_Assigned task_:
When you reproduce the entries below, keep each one exact and drop any pictures.

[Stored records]
BEGIN

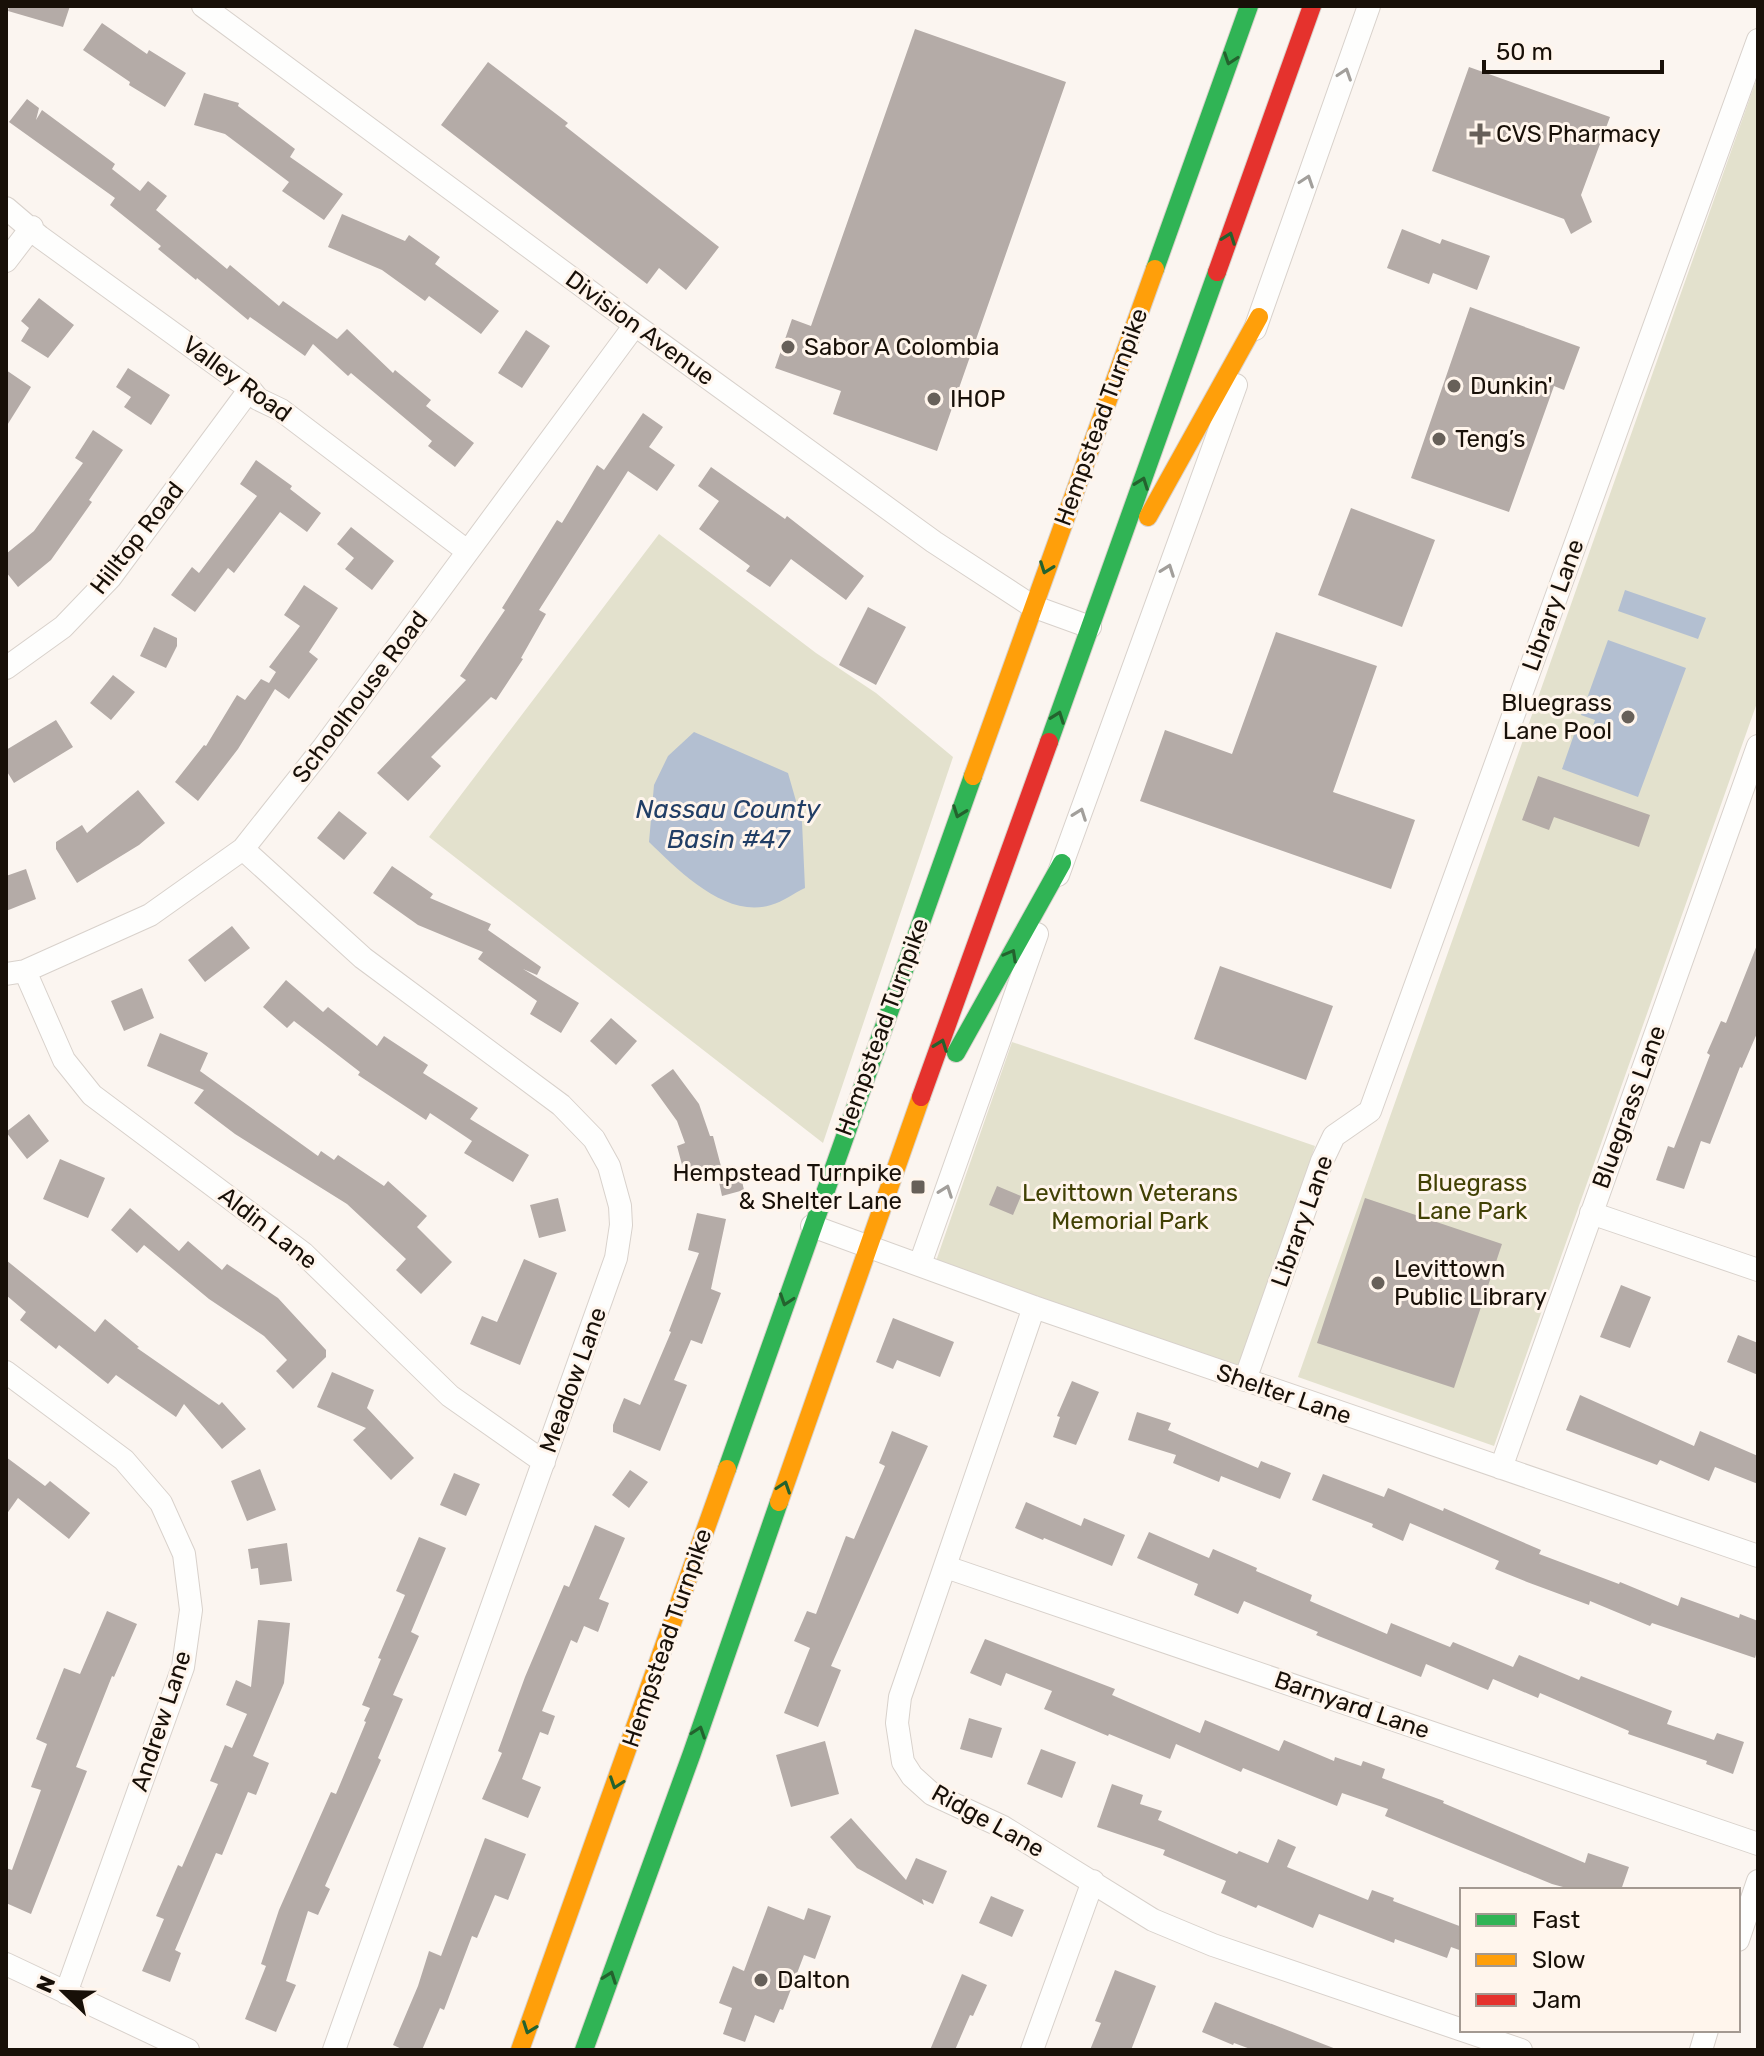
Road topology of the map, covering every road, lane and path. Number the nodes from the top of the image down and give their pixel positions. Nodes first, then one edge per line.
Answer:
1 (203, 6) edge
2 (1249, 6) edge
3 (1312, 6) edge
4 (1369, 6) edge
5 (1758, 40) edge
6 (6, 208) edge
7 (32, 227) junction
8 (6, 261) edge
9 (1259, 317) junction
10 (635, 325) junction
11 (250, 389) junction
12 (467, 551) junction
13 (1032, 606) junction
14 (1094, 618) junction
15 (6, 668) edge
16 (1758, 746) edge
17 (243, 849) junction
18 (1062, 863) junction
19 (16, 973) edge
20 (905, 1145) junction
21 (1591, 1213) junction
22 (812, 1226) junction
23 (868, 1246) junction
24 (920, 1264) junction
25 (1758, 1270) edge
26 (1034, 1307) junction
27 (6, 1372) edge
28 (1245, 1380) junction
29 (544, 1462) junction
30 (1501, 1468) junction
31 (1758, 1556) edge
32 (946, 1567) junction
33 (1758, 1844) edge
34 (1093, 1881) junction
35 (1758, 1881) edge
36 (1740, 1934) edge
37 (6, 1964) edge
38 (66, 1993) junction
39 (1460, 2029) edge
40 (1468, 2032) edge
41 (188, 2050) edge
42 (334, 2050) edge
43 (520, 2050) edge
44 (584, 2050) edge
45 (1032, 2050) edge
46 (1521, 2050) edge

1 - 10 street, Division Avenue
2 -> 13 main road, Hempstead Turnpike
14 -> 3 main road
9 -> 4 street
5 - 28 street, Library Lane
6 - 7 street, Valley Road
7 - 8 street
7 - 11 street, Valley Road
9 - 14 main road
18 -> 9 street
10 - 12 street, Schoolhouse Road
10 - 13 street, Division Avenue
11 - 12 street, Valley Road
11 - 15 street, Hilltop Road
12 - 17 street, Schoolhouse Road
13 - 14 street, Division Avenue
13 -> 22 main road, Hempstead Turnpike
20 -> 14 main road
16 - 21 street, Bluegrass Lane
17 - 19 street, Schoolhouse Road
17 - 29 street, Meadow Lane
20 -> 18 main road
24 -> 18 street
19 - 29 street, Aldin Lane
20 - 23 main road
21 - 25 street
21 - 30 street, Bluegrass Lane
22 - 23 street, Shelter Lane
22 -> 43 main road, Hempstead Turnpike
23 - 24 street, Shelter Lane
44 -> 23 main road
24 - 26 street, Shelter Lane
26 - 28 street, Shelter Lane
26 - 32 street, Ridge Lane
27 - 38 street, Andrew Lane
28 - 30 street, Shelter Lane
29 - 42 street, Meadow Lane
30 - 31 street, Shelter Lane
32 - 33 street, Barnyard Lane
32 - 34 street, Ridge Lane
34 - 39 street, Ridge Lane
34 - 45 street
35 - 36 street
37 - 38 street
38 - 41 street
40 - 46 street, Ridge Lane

END

_Finished task_:
Road topology of the map, covering every road, lane and path. Number the nodes from the top of the image down and give their pixel positions. Nodes first, then one edge per line.
Answer:
1 (203, 6) edge
2 (1249, 6) edge
3 (1312, 6) edge
4 (1369, 6) edge
5 (1758, 40) edge
6 (6, 208) edge
7 (32, 227) junction
8 (6, 261) edge
9 (1259, 317) junction
10 (635, 325) junction
11 (250, 389) junction
12 (467, 551) junction
13 (1032, 606) junction
14 (1094, 618) junction
15 (6, 668) edge
16 (1758, 746) edge
17 (243, 849) junction
18 (1062, 863) junction
19 (16, 973) edge
20 (905, 1145) junction
21 (1591, 1213) junction
22 (812, 1226) junction
23 (868, 1246) junction
24 (920, 1264) junction
25 (1758, 1270) edge
26 (1034, 1307) junction
27 (6, 1372) edge
28 (1245, 1380) junction
29 (544, 1462) junction
30 (1501, 1468) junction
31 (1758, 1556) edge
32 (946, 1567) junction
33 (1758, 1844) edge
34 (1093, 1881) junction
35 (1758, 1881) edge
36 (1740, 1934) edge
37 (6, 1964) edge
38 (66, 1993) junction
39 (1460, 2029) edge
40 (1468, 2032) edge
41 (188, 2050) edge
42 (334, 2050) edge
43 (520, 2050) edge
44 (584, 2050) edge
45 (1032, 2050) edge
46 (1521, 2050) edge

1 - 10 street, Division Avenue
2 -> 13 main road, Hempstead Turnpike
14 -> 3 main road
9 -> 4 street
5 - 28 street, Library Lane
6 - 7 street, Valley Road
7 - 8 street
7 - 11 street, Valley Road
9 - 14 main road
18 -> 9 street
10 - 12 street, Schoolhouse Road
10 - 13 street, Division Avenue
11 - 12 street, Valley Road
11 - 15 street, Hilltop Road
12 - 17 street, Schoolhouse Road
13 - 14 street, Division Avenue
13 -> 22 main road, Hempstead Turnpike
20 -> 14 main road
16 - 21 street, Bluegrass Lane
17 - 19 street, Schoolhouse Road
17 - 29 street, Meadow Lane
20 -> 18 main road
24 -> 18 street
19 - 29 street, Aldin Lane
20 - 23 main road
21 - 25 street
21 - 30 street, Bluegrass Lane
22 - 23 street, Shelter Lane
22 -> 43 main road, Hempstead Turnpike
23 - 24 street, Shelter Lane
44 -> 23 main road
24 - 26 street, Shelter Lane
26 - 28 street, Shelter Lane
26 - 32 street, Ridge Lane
27 - 38 street, Andrew Lane
28 - 30 street, Shelter Lane
29 - 42 street, Meadow Lane
30 - 31 street, Shelter Lane
32 - 33 street, Barnyard Lane
32 - 34 street, Ridge Lane
34 - 39 street, Ridge Lane
34 - 45 street
35 - 36 street
37 - 38 street
38 - 41 street
40 - 46 street, Ridge Lane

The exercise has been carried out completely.